KEY POINTS:
Australia's loss will be Auckland's gain when champion racehorse Auckland Reactor makes a shock appearance at Alexandra Park next Friday.
The unbeaten pacer was expected to start in next Friday's A$500,000 Miracle Mile in Sydney, for which he was the early favourite.
But his trainer-driver Mark Purdon told the Herald today that trip is off.
"The quarantine restrictions associated with the equine influenza outbreak last year mean if we went to Sydney we couldn't get back until late January," said Purdon
"That was too long to be away for us and I wasn't keen to have him racing in open class all season when he can stay here and also race against his own age group."
Auckland Reactor has become the most hyped New Zealand horse of the last five years following 14 unbeaten starts.
He is the reigning New Zealand Horse of the Year and has set national records over an array of distances, including when thrashing New Zealand Cup winner Changeover in a $300,000 thriller at Addington last Friday.
Last season Auckland Reactor set a record of a different kind, becoming New Zealand's most valuable standardbred racehorse ever when being sold to a North American syndicate for around $3.6million.

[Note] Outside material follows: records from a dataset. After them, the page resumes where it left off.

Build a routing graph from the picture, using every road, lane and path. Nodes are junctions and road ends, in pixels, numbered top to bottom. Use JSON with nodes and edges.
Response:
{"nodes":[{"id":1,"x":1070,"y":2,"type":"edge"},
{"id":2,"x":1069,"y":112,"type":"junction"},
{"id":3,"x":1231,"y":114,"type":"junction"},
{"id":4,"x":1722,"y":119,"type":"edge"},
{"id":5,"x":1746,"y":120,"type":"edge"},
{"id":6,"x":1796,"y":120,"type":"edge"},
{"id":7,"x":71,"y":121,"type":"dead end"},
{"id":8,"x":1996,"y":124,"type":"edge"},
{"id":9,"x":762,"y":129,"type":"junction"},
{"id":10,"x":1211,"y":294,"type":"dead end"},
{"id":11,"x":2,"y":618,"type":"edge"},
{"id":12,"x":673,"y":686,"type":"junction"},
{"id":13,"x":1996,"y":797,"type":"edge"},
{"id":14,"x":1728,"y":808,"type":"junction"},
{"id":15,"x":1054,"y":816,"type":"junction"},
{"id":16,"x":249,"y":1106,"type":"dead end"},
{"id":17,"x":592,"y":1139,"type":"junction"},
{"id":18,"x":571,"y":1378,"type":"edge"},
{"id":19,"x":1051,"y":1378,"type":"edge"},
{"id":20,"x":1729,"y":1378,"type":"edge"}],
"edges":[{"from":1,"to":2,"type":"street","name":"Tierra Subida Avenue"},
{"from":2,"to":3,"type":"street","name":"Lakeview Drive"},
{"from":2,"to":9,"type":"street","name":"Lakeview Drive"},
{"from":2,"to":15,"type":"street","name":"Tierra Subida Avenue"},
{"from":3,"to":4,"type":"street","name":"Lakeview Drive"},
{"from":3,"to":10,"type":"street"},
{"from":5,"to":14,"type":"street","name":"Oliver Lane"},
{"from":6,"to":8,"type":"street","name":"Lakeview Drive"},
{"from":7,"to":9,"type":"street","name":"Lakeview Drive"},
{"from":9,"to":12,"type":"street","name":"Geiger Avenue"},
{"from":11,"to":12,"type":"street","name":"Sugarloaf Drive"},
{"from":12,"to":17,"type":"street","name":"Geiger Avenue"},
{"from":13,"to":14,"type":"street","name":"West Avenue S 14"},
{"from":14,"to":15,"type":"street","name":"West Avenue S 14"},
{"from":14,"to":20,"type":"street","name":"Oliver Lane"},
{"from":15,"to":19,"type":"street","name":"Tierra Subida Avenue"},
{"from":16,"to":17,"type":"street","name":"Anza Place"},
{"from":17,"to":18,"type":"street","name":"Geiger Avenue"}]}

He will make his Auckland debut at Alexandra Park next Friday in the Franklin Cup and then is likely to remain in the north, racing at Alexandra Park and Cambridge until January.
Purdon says he then wants to bring the four-year-old back to Auckland for the $600,000 Trillian Trust Auckland Cup on March 6, the biggest night of harness racing ever in this part of the world.
Auckland Reactor will travel north from his Christchurch base tomorrow and his arrival at Alexandra Park has officials there beaming.
"I think anybody who has ever seen him race, particularly at Addington last week, knows he is very special," said Alexandra Park boss Graeme Running.